### [DESCRIPTION OF THE TASK]
Would you please return the lines of the material that contain the word "getContext"?

───── EXERCISE MATERIALS

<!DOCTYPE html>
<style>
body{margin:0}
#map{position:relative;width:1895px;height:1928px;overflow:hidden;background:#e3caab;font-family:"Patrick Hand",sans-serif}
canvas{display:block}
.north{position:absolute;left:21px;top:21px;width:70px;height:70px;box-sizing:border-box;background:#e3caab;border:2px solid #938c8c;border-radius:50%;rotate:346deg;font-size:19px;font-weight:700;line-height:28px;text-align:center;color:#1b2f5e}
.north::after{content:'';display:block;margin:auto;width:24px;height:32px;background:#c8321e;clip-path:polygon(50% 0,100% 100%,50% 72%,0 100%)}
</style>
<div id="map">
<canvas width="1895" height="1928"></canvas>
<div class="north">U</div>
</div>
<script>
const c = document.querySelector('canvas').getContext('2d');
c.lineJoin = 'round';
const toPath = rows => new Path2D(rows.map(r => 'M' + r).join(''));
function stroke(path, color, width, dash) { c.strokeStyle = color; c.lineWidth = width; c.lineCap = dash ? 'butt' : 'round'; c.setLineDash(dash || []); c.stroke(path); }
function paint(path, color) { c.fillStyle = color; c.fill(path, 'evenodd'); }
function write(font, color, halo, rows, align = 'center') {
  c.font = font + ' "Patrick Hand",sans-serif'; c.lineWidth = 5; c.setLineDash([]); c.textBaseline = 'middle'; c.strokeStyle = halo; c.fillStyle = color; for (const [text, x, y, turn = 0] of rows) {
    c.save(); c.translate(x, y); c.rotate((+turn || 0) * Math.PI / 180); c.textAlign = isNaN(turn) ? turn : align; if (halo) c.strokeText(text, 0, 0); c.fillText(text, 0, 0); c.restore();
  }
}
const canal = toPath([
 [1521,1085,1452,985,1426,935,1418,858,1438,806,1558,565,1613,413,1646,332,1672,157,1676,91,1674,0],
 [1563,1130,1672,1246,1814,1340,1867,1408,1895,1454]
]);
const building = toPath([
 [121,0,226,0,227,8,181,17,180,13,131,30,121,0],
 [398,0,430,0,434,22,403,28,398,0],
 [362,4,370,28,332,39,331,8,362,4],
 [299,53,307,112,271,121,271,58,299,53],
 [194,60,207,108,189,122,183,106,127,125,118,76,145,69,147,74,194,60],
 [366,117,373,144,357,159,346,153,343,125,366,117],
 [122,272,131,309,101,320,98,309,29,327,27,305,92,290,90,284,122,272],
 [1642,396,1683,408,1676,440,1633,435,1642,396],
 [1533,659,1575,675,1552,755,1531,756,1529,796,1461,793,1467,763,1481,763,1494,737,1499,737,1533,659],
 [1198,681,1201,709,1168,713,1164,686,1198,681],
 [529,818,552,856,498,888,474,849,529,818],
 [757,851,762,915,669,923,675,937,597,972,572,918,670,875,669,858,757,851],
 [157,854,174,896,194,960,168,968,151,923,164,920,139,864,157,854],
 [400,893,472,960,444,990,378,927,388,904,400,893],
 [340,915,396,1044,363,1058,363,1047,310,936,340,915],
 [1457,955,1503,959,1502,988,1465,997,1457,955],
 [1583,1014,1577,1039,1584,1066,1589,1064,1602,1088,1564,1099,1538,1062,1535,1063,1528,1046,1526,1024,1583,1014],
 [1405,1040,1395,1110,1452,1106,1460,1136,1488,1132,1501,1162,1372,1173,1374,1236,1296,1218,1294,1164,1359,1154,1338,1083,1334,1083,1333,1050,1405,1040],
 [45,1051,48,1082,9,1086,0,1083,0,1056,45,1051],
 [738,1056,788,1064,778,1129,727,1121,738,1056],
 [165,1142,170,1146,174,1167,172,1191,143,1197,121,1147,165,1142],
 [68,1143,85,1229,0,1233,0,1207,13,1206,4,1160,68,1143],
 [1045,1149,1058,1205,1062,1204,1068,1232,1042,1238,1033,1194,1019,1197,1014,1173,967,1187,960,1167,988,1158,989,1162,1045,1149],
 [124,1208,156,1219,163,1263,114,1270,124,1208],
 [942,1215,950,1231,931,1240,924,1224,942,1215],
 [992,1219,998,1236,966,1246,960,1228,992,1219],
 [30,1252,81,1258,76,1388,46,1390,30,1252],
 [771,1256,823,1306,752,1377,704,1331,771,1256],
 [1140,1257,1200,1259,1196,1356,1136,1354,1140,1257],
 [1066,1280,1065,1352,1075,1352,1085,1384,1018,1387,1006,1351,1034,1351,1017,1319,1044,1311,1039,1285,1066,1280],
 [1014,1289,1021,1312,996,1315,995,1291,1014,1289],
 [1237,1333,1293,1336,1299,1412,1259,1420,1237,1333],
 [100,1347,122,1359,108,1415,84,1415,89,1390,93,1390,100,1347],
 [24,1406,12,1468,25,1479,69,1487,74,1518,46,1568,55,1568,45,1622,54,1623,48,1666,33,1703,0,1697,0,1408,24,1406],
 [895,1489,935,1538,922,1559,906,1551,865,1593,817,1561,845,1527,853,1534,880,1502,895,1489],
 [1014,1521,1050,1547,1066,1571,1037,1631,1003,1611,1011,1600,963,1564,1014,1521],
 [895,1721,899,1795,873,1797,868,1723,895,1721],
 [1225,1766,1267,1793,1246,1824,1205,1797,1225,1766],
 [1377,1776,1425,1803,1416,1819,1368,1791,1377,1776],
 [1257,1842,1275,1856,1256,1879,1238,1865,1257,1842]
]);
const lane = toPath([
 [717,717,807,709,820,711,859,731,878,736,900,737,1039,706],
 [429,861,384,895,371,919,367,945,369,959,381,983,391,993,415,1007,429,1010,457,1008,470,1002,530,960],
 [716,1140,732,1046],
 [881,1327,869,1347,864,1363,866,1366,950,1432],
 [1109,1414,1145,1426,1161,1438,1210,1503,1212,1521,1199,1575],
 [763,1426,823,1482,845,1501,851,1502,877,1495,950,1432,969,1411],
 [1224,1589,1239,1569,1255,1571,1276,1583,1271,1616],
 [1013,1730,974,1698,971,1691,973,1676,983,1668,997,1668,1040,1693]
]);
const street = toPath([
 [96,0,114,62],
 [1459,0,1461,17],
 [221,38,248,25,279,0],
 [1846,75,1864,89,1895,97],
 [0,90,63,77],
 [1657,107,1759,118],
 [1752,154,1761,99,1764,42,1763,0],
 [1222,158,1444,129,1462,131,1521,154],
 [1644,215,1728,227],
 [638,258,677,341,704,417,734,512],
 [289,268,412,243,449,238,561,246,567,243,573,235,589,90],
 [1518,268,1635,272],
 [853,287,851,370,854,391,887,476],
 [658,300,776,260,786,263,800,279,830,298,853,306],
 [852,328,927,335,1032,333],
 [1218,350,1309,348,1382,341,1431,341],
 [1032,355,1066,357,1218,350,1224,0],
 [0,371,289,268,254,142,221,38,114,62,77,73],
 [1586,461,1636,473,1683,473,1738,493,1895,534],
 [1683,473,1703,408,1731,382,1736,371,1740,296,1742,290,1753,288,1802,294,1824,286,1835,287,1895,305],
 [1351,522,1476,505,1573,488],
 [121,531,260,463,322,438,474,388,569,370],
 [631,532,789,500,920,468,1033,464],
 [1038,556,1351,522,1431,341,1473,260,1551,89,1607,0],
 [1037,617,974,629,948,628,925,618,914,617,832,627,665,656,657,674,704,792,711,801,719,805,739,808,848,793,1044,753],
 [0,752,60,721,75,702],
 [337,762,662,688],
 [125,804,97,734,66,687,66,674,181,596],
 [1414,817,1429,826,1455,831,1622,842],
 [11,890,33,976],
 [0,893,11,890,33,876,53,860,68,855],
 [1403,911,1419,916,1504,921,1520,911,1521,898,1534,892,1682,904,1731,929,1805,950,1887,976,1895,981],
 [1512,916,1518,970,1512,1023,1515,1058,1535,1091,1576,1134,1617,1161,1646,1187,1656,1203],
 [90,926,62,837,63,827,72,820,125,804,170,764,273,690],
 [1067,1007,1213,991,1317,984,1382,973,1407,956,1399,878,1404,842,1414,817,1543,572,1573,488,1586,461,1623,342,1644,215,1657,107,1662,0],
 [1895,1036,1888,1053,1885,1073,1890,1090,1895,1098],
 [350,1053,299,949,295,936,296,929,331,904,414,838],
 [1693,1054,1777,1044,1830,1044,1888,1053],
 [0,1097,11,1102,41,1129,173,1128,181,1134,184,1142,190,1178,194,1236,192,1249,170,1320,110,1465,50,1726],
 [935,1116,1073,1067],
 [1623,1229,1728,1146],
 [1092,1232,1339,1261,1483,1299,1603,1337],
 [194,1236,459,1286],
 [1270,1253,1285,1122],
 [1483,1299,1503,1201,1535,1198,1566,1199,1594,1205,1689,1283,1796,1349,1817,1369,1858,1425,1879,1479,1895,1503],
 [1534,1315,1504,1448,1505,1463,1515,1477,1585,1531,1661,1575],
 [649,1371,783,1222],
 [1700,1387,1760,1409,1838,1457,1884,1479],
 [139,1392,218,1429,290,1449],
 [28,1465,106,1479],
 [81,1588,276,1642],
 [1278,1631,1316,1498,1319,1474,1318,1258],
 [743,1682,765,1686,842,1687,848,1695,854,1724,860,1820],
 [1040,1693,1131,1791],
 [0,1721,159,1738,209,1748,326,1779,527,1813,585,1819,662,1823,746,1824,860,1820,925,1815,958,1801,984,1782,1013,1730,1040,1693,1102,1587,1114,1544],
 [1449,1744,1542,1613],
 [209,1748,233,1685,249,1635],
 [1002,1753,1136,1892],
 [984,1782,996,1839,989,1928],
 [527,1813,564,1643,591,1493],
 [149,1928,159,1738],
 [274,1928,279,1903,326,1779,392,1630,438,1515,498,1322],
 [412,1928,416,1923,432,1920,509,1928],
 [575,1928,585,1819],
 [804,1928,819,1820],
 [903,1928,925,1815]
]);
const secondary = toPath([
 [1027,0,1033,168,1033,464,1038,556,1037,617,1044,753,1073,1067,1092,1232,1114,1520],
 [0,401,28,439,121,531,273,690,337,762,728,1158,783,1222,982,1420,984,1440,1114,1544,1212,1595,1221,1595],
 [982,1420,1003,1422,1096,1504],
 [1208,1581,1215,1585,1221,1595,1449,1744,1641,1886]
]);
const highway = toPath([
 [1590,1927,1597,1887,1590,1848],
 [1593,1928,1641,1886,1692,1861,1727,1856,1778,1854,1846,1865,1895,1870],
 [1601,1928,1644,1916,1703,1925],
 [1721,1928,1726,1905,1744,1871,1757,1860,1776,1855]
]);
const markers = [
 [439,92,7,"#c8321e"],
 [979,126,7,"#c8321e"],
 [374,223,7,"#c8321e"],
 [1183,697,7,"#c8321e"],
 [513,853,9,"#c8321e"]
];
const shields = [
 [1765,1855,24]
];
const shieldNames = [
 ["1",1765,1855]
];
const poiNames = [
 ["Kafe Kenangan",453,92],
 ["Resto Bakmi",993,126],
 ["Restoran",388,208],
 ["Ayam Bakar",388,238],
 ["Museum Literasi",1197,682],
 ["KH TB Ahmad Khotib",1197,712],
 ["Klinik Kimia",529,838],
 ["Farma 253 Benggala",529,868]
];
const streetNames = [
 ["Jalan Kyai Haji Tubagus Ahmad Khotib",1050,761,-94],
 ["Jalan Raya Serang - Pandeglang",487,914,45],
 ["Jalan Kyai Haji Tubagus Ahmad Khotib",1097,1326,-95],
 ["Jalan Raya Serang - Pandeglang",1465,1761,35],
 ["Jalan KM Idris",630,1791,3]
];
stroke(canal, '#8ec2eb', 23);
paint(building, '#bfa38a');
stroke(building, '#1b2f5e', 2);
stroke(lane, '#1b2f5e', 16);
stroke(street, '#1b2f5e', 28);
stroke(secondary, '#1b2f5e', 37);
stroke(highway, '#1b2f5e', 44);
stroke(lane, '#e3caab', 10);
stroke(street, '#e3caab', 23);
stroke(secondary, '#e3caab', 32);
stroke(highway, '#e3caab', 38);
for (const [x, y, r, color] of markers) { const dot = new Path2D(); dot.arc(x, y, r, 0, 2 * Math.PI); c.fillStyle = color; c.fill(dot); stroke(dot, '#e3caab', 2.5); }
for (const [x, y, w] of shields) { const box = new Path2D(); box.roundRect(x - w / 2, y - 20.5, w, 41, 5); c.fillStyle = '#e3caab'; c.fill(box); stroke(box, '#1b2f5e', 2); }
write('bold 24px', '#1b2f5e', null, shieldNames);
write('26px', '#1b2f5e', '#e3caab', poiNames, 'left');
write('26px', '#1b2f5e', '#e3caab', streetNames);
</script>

──────────
───── EXERCISE MATERIALS

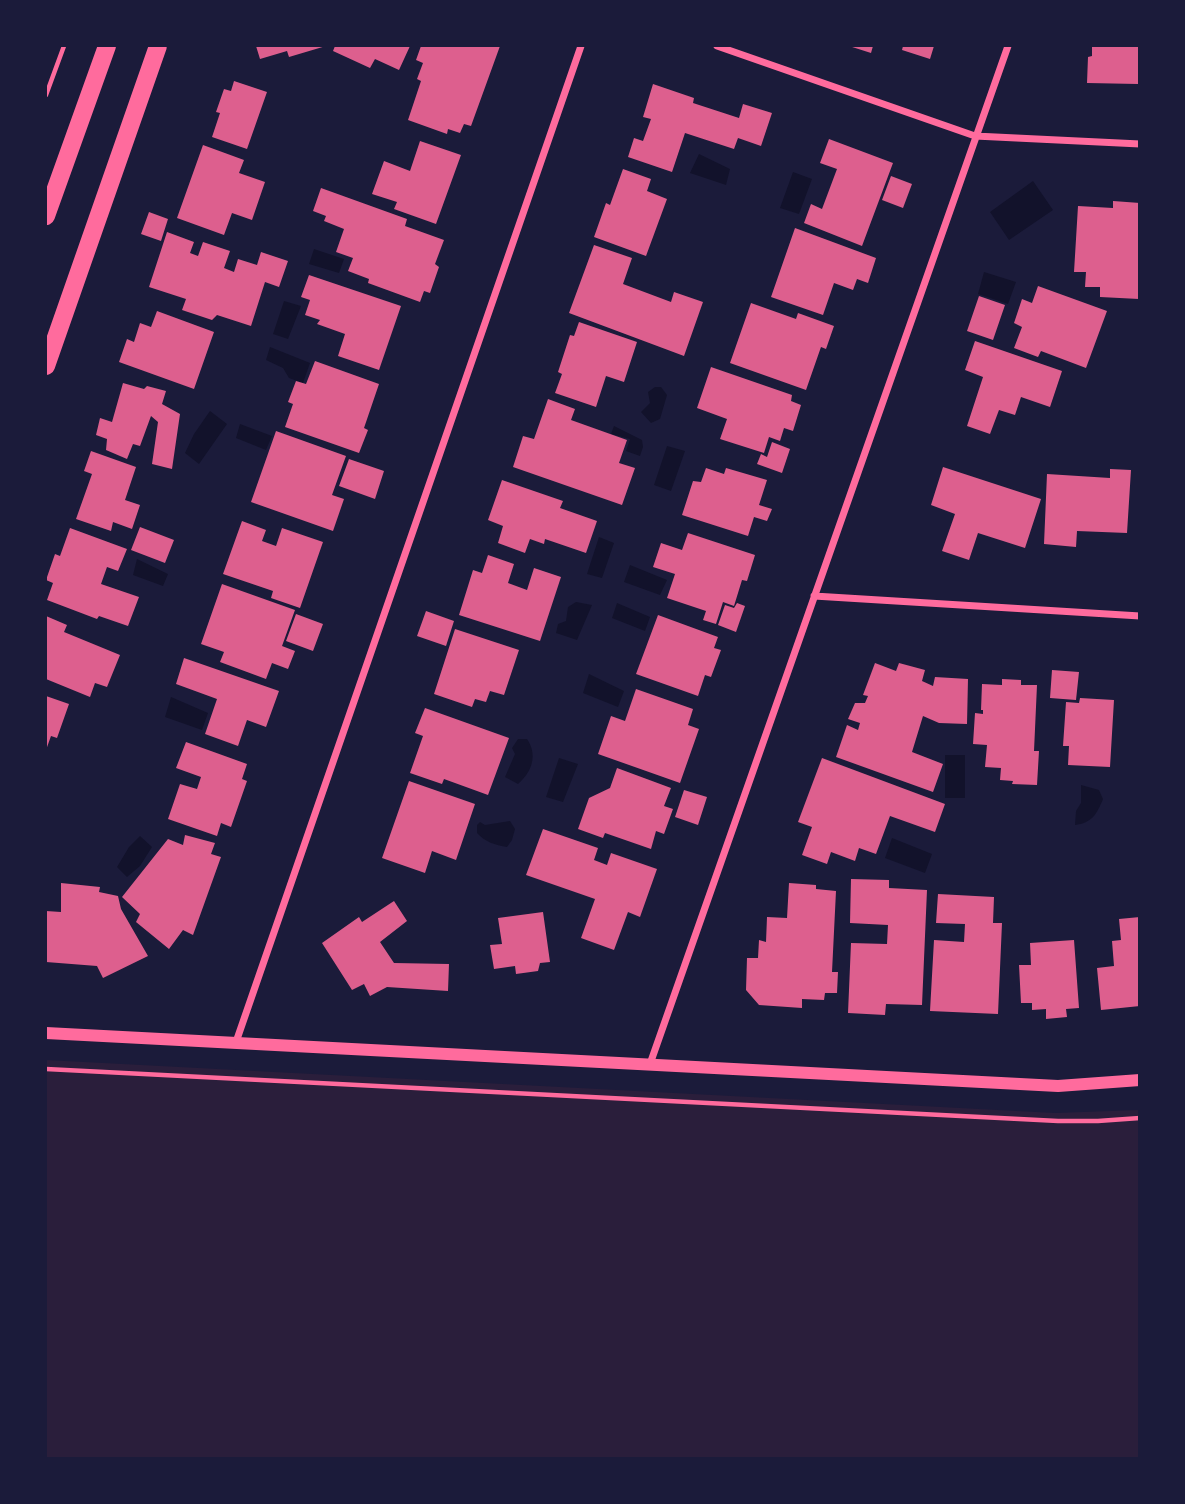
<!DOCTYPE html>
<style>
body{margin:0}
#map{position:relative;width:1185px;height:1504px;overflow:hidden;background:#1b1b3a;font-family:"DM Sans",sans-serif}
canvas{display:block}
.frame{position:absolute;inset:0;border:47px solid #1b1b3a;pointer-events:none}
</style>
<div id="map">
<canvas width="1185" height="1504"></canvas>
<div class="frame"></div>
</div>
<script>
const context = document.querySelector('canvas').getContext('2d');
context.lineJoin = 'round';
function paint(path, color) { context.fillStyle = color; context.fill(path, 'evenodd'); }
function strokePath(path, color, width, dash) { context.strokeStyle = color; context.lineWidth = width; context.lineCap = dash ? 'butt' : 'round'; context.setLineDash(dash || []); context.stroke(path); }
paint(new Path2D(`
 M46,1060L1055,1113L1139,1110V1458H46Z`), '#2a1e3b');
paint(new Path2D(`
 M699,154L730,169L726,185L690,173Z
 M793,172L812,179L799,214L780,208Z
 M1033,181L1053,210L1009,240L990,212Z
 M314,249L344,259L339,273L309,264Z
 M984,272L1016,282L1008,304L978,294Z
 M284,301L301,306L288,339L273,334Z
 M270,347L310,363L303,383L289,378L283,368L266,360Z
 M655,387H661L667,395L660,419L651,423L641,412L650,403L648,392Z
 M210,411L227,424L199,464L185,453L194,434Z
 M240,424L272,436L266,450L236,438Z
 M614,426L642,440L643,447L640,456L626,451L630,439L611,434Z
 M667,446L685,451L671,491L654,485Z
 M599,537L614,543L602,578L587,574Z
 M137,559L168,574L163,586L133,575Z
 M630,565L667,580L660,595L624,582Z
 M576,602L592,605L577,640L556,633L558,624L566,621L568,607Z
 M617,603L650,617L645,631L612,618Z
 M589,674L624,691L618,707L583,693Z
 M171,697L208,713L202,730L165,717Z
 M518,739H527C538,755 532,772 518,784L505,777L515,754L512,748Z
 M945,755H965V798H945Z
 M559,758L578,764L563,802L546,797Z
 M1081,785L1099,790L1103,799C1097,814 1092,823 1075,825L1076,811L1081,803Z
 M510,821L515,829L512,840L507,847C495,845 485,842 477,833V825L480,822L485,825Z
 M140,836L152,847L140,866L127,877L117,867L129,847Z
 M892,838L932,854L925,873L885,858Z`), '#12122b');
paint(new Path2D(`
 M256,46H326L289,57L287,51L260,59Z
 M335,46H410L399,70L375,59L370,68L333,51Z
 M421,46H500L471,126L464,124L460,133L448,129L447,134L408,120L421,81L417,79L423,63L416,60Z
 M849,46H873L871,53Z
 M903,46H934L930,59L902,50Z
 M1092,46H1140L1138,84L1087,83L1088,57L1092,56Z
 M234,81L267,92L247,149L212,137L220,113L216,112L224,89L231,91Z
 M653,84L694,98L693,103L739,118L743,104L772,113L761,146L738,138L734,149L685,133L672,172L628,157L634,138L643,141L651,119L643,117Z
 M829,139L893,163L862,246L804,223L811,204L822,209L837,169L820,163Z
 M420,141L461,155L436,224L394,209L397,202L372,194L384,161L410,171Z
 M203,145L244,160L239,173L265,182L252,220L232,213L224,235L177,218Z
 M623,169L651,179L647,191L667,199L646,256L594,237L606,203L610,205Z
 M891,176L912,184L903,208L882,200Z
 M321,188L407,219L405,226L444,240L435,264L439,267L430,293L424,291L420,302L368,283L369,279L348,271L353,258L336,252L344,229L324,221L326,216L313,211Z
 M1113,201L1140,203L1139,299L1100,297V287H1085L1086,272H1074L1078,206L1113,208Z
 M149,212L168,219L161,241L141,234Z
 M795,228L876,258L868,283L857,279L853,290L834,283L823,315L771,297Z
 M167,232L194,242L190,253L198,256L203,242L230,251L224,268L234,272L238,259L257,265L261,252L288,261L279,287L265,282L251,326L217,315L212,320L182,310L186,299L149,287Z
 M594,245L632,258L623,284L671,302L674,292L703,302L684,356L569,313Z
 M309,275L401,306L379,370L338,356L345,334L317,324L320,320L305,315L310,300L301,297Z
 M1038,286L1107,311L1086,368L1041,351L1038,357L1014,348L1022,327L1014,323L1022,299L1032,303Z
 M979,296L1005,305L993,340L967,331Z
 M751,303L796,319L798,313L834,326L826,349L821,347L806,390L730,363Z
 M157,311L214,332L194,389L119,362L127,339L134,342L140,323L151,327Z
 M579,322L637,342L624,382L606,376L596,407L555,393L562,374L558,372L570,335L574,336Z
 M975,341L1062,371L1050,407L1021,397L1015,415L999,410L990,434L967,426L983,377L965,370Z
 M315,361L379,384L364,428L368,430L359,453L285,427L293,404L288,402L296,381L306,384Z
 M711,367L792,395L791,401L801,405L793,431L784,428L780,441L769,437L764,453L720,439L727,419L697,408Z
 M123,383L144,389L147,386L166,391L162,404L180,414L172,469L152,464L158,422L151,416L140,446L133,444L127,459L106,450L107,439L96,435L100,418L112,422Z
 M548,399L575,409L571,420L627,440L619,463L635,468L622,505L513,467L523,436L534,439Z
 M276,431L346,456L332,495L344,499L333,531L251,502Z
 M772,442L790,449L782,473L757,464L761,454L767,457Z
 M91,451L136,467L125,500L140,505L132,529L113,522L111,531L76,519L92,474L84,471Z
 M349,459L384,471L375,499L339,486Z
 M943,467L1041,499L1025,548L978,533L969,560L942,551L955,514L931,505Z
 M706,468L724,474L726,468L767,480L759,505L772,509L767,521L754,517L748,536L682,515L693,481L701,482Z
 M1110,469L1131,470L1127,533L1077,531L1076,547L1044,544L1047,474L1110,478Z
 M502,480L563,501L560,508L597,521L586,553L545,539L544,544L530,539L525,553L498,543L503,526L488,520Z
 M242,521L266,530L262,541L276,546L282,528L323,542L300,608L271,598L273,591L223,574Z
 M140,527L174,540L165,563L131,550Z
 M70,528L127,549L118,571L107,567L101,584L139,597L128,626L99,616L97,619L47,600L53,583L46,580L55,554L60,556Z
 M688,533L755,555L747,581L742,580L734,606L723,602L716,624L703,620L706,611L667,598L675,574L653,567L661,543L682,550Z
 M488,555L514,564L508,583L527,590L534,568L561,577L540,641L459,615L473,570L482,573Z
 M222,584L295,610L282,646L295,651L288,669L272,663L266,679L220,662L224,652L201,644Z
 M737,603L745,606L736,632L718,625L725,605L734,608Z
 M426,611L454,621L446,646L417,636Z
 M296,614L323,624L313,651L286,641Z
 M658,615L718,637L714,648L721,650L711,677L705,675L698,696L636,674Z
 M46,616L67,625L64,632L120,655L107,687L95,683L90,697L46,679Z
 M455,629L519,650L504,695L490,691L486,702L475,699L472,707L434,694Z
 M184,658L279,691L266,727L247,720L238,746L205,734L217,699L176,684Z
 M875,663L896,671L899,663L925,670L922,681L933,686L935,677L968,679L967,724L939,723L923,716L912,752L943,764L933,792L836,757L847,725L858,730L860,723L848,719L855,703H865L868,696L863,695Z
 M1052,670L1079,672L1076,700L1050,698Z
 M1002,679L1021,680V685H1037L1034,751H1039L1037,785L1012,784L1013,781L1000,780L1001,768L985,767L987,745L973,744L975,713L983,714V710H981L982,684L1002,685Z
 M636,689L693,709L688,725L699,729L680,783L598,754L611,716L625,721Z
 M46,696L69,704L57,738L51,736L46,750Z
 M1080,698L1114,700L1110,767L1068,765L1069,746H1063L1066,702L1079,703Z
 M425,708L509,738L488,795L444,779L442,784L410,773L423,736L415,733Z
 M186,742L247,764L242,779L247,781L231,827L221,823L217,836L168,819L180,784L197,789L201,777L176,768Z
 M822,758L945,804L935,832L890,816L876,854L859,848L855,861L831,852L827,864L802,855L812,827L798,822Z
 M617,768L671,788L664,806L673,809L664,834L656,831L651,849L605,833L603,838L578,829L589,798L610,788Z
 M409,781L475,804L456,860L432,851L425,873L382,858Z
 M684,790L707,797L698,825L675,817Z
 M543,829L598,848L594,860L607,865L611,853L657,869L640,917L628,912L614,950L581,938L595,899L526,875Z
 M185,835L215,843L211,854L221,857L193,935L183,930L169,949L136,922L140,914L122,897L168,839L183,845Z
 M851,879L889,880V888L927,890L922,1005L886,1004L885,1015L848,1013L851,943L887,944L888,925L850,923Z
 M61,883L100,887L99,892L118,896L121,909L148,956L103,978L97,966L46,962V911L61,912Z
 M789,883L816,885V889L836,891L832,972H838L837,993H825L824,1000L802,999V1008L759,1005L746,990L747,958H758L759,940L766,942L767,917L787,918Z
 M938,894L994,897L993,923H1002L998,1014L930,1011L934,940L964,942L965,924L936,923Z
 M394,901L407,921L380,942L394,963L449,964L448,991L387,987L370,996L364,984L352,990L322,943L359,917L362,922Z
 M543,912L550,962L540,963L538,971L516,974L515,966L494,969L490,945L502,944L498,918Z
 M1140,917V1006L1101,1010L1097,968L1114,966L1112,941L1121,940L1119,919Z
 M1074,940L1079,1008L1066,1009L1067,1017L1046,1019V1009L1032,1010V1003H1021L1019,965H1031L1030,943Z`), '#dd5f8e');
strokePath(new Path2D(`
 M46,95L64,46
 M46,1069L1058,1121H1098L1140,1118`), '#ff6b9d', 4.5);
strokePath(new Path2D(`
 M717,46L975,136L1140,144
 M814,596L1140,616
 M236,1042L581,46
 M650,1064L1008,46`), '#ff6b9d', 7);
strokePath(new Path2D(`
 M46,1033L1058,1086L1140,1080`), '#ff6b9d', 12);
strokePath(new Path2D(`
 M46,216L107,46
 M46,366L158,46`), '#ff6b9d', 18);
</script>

──────────

### [RESPONSE TO THIS EXERCISE]
const c = document.querySelector('canvas').getContext('2d');
const context = document.querySelector('canvas').getContext('2d');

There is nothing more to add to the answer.